«Todo es política»

El título de esta entrada de Ágora sobre la política es una frase de Thomas Mann, de La montaña mágica. Para llegar a la idea, la de que todo es política, es probable que se inspirara en la famosa frase de Aristóteles:

La ciudad (polis) es una de las cosas que existen por naturaleza; y el hombre es, por naturaleza, un animal político.

Orador que en su sombra parece que le ha crecido la nariz
Para la mayoría de las personas la idea que tienen de un político es de alguien mentiroso. Ilustración de Marco Melgrati. Fuente: Pinterest.

La palabra política viene del latín polīticus, y este del griego antiguo πολιτικός politikós, masculino de πολιτική politikḗ, que significa “de, para o relacionado con los ciudadanos”. Según la RAE tiene bastantes acepciones, pero las que van en línea con las frases recopiladas en esta entrada serían tres: “Arte, doctrina u opinión referente al gobierno de los Estados”, “Actividad de quienes rigen o aspiran a regir los asuntos públicos”, o “Actividad del ciudadano cuando interviene en los asuntos públicos con su opinión, con su voto, o de cualquier otro modo”.

Según el historiador inglés Arnold J. Toynbee debería interesarnos mucho la política:

El mayor castigo para quienes no se interesan por la política es que serán gobernados por personas que sí se interesan.

Pero para Eduardo Galeano se abusa demasiado de la palabra:

La palabra política se ha manoseado tanto que significa todo y no significa nada. Entonces desconfío mucho de la etiqueta política.

¿Cómo se debería hacer política? Según el escritor italiano Arturo Graf:

Para hacer política justa y sana no basta conocer a los hombres; es necesario también amarlos.

Una cosa clara es que la política influye en la sociedad y no tanto a nivel individual. O como lo expresó María Zambrano:

Mientras religión y ética pueden dirigirse al individuo aislado y podrían existir en un solo hombre sobre el mundo, la política necesita para su posibilidad la existencia de la sociedad.

Winston Churchill, que fue primer ministro y también Premio Nobel de Literatura, explicaba así la labor de un político:

El político debe ser capaz de predecir lo que va a pasar mañana, el mes próximo y el año que viene; y de explicar después por qué fue que no ocurrió lo que el predijo.

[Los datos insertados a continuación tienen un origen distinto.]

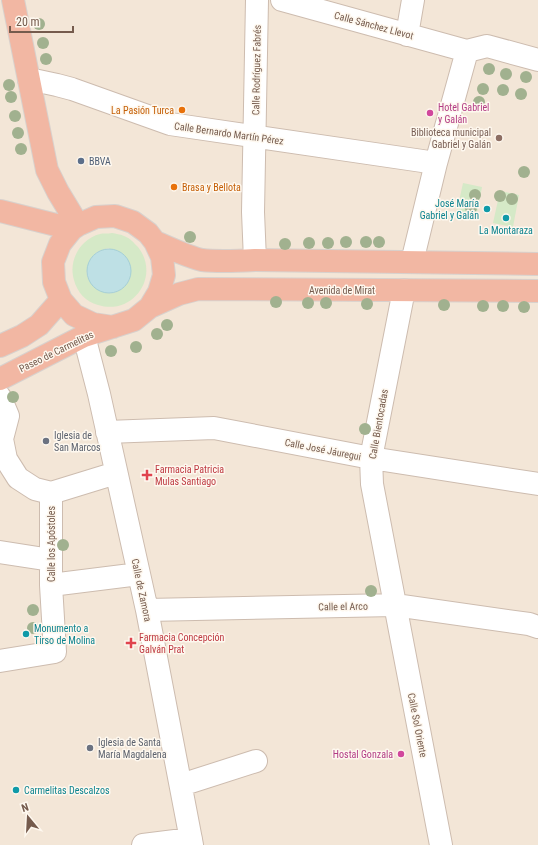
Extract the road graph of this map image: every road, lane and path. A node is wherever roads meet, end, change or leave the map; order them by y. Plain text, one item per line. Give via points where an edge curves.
1 (13, 0) edge
2 (257, 0) edge
3 (282, 0) edge
4 (413, 0) edge
5 (407, 35) junction
6 (467, 51) junction
7 (538, 60) edge
8 (29, 79) junction
9 (254, 137) junction
10 (436, 163) junction
11 (0, 211) edge
12 (75, 227) junction
13 (155, 242) junction
14 (255, 260) junction
15 (412, 262) junction
16 (538, 264) edge
17 (404, 290) junction
18 (538, 291) edge
19 (60, 300) junction
20 (150, 307) junction
21 (113, 327) junction
22 (84, 336) junction
23 (0, 346) edge
24 (0, 379) edge
25 (0, 397) edge
26 (107, 432) junction
27 (371, 458) junction
28 (116, 473) junction
29 (538, 484) edge
30 (51, 493) junction
31 (0, 552) edge
32 (51, 560) junction
33 (138, 574) junction
34 (51, 590) junction
35 (395, 605) junction
36 (147, 610) junction
37 (538, 627) edge
38 (0, 661) edge
39 (256, 761) dead end
40 (181, 785) junction
41 (191, 842) edge
42 (143, 845) edge
43 (441, 845) edge

1 - 8 highway
2 - 9 street, Calle Rodríguez Fabrés
3 - 5 street, Calle Sánchez Llevot
4 - 5 street
5 - 6 street, Calle Sánchez Llevot
6 - 7 street via 487,46
6 - 10 street
8 - 9 street, Calle Bernardo Martín Pérez via 72,89 170,124
8 - 12 highway via 47,170
9 - 10 street, Calle Bernardo Martín Pérez
9 - 14 street, Calle Rodríguez Fabrés
10 - 15 street
11 - 12 highway
12 - 13 highway via 96,217 115,216 133,222
12 - 19 highway via 60,244 53,262 54,282
13 - 14 highway via 201,260
13 - 20 highway via 162,257 164,275 159,292
14 - 15 highway
15 - 16 highway
17 - 18 highway, Avenida de Mirat
17 - 20 highway, Avenida de Mirat via 198,289
17 - 27 street, Calle Bientocadas
19 - 21 highway via 74,315 93,324
19 - 23 highway via 39,325
20 - 21 highway via 134,320
21 - 22 highway, Paseo de Carmelitas
22 - 24 highway, Paseo de Carmelitas
22 - 26 street, Calle de Zamora
25 - 30 street, Calle los Apóstoles via 8,416 2,439 6,459 18,478 35,489
26 - 27 street, Calle José Jáuregui via 214,428
26 - 28 street, Calle de Zamora
27 - 29 street, Calle José Jáuregui
27 - 35 street, Calle Bientocadas via 372,484
28 - 30 street, Calle los Apóstoles
28 - 33 street, Calle de Zamora
30 - 32 street, Calle los Apóstoles
31 - 32 street
32 - 34 street, Calle los Apóstoles
33 - 34 street
33 - 36 street, Calle de Zamora
34 - 38 street, Calle los Apóstoles via 55,652
35 - 36 street, Calle el Arco
35 - 37 street, Calle el Arco
35 - 43 street, Calle Sol Oriente
36 - 40 street, Calle de Zamora
39 - 40 street
40 - 41 street, Calle de Zamora
41 - 42 street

Y así el humorista Groucho Marx:

La política es el arte de buscar problemas, encontrarlos, hacer un diagnóstico falso y aplicar después los remedios equivocados.

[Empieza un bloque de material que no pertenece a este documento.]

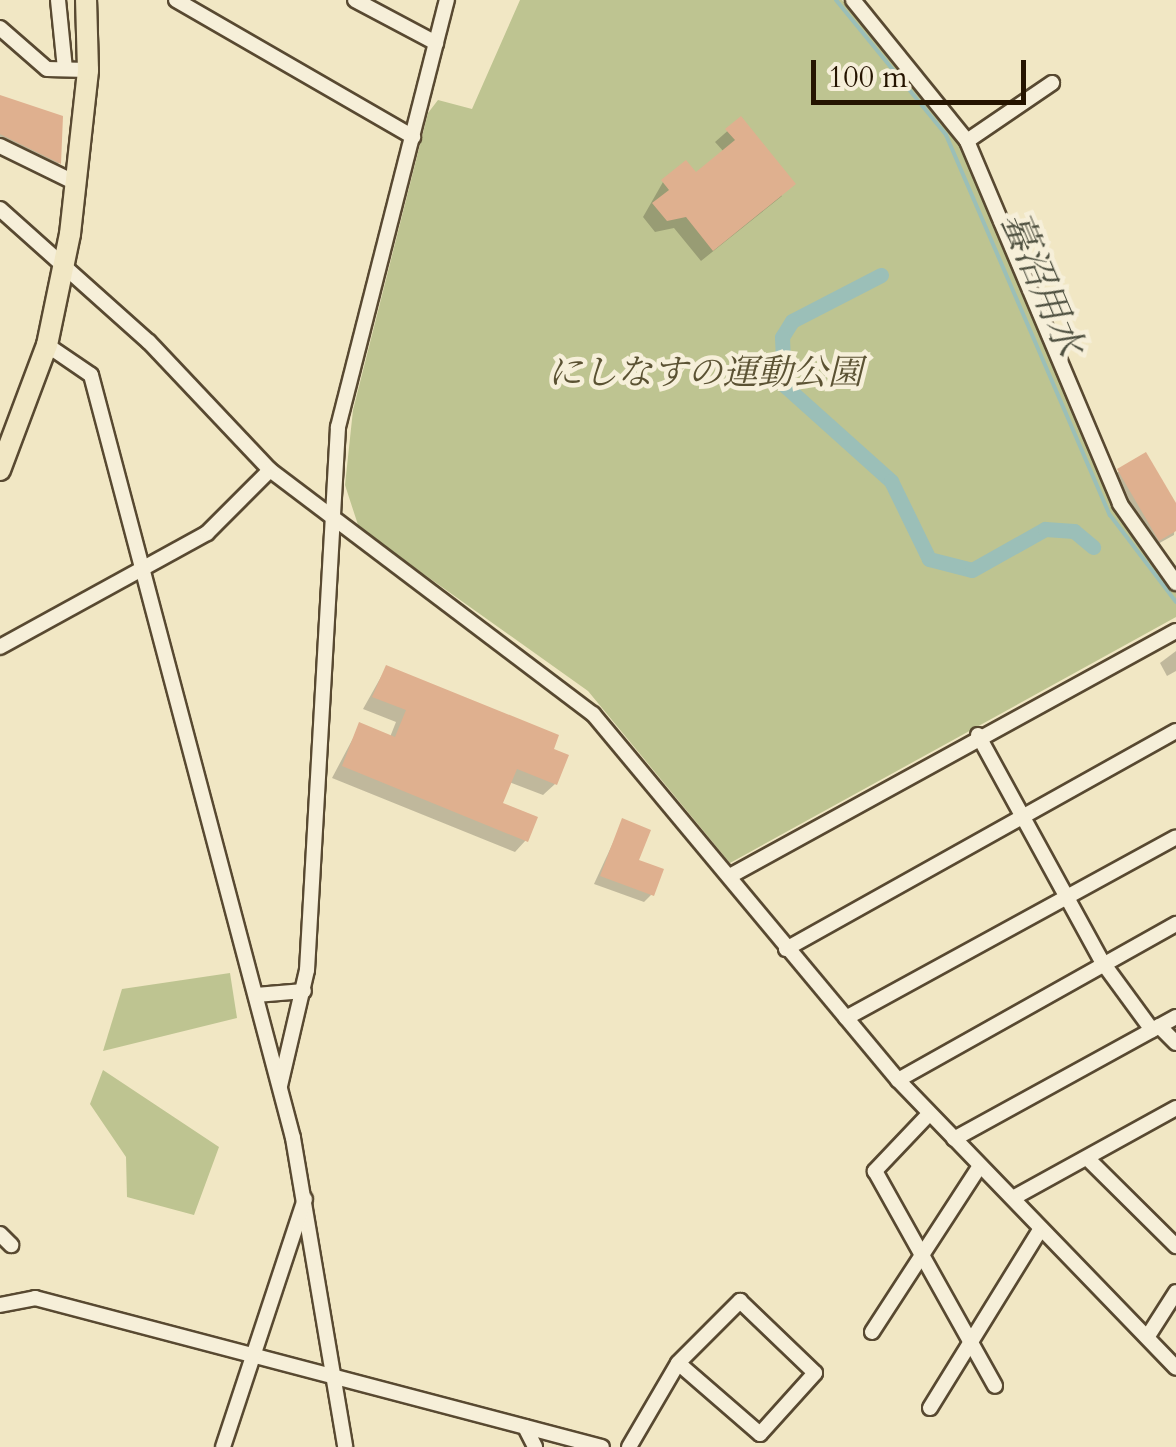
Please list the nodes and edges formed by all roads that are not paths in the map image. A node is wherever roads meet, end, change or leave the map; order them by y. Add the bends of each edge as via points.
1 (58, 0) edge
2 (86, 0) edge
3 (176, 0) edge
4 (355, 0) edge
5 (447, 0) edge
6 (853, 0) edge
7 (0, 28) edge
8 (436, 43) junction
9 (65, 69) junction
10 (88, 70) junction
11 (1052, 83) dead end
12 (413, 138) junction
13 (967, 141) junction
14 (0, 146) edge
15 (78, 184) junction
16 (0, 209) edge
17 (63, 272) junction
18 (47, 345) junction
19 (0, 470) edge
20 (270, 470) junction
21 (333, 521) junction
22 (143, 570) junction
23 (1176, 583) edge
24 (1176, 631) edge
25 (0, 647) edge
26 (1176, 731) edge
27 (978, 735) junction
28 (1020, 814) junction
29 (1176, 837) edge
30 (730, 876) junction
31 (1065, 897) junction
32 (1176, 924) edge
33 (786, 948) junction
34 (1103, 963) junction
35 (304, 990) junction
36 (256, 995) junction
37 (1176, 1016) edge
38 (846, 1018) junction
39 (1156, 1028) junction
40 (1176, 1043) edge
41 (898, 1080) junction
42 (280, 1086) junction
43 (1176, 1108) edge
44 (930, 1114) junction
45 (954, 1139) junction
46 (1088, 1158) junction
47 (980, 1166) junction
48 (1012, 1198) junction
49 (306, 1199) junction
50 (1041, 1228) junction
51 (1176, 1246) edge
52 (920, 1258) junction
53 (1176, 1292) edge
54 (0, 1305) edge
55 (872, 1332) dead end
56 (1148, 1336) junction
57 (971, 1342) junction
58 (248, 1359) junction
59 (678, 1362) junction
60 (1176, 1368) edge
61 (333, 1381) junction
62 (995, 1386) dead end
63 (930, 1408) dead end
64 (525, 1428) junction
65 (224, 1447) edge
66 (345, 1447) edge
67 (535, 1447) edge
68 (602, 1447) edge
69 (629, 1447) edge

1 - 9 street
2 - 10 highway
3 - 12 street
4 - 8 street
5 - 8 street
6 - 13 street
7 - 9 street via 46,69
8 - 12 street
9 - 10 street
10 - 15 highway
11 - 13 street
12 - 21 street via 342,404
13 - 23 street via 1120,504
14 - 15 street
15 - 17 highway
16 - 17 street
17 - 18 highway
17 - 20 street via 149,342
18 - 19 highway
18 - 22 street via 91,375
20 - 21 street
20 - 22 street via 206,533
21 - 30 street via 564,688
21 - 35 street
22 - 25 street
22 - 36 street
24 - 27 street
26 - 28 street
27 - 28 street
27 - 30 street
28 - 31 street
28 - 33 street
29 - 31 street
30 - 33 street
31 - 34 street
31 - 38 street
32 - 34 street
33 - 38 street
34 - 39 street
34 - 41 street
35 - 36 street
35 - 42 street
36 - 42 street
37 - 39 street
38 - 41 street
39 - 40 street
39 - 45 street
41 - 44 street
42 - 49 street
43 - 46 street
44 - 45 street
44 - 52 street via 875,1171
45 - 47 street
46 - 48 street
46 - 51 street
47 - 48 street
47 - 52 street
48 - 50 street
49 - 58 street
49 - 61 street
50 - 56 street
50 - 57 street
52 - 55 street
52 - 57 street
53 - 56 street
54 - 58 street via 35,1298
56 - 60 street
57 - 62 street
57 - 63 street
58 - 61 street
58 - 65 street
59 - 59 street via 740,1300 815,1373 760,1434
59 - 69 street
61 - 64 street
61 - 66 street
64 - 67 street
64 - 68 street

Paul Valéry no tenía un buen concepto de la política, o más bien de los que la practican:

La política es el arte de impedir que la gente se entrometa en lo que le atañe.

Los políticos solo tienen éxito si logran convencernos, ese es el poder que creía Philip K. Dick que tenían:

¿Saben cuál es la verdadera base del poder político? No las armas ni las tropas, sino la habilidad de hacer que los demás hagan lo que uno desea que hagan.

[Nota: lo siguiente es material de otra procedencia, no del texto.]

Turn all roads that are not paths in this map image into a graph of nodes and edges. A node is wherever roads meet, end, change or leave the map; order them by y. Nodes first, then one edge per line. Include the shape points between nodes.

En general parece que los políticos no están ni han estado nunca bien considerados, por ejemplo por tantas promesas que hacen y no cumplen, y Enrique Jardiel Poncela hizo esta comparación:

Los políticos son como los cines de barrio, primero te hacen entrar y después te cambian el programa.

Los hay que critican la inteligencia de los que se dedican a la política, como G. K. Chesterton:

Si no logras desarrollar toda tu inteligencia, siempre te queda la opción de hacerte político.

O su falta de preparación, como Robert Louis Stevenson:

La política es quizá la única profesión para la que no se considera necesaria ninguna preparación.

O que llevan una vida fácil, según palabras de Miguel Delibes:

Para el que no tiene nada, la política es una tentación comprensible, porque es una manera de vivir con bastante facilidad.

En política no se espera que haya mucho sentimiento o que se piense en los demás, o como escribió Alejandro Dumas:

En política, querido mío, y vos lo sabéis tan bien como yo, no hay hombres, sino ideas; no sentimientos, sino intereses; en política no se mata a un hombre, sino se allana un obstáculo.

También Nietszche pensaba que la política deshumaniza:

Un político divide a las personas en dos grupos: en primer lugar, instrumentos; en segundo, enemigos.

Y según Aldous Huxley hay que prestar atención a la forma de expresarse de los que se dedican a la política:

Cuanto más siniestros son los deseos de un político, más pomposa, en general, se vuelve la nobleza de su lenguaje.

Como conclusión, una frase del historiador Timothy Snyder, en su libro Sobre la tiranía, que nos lleva a la frase del principio, y nos recuerda la importancia de nuestros actos:

La vida es política, no porque al mundo le importe cómo te sientas tú, sino porque el mundo reacciona a lo que tú hagas.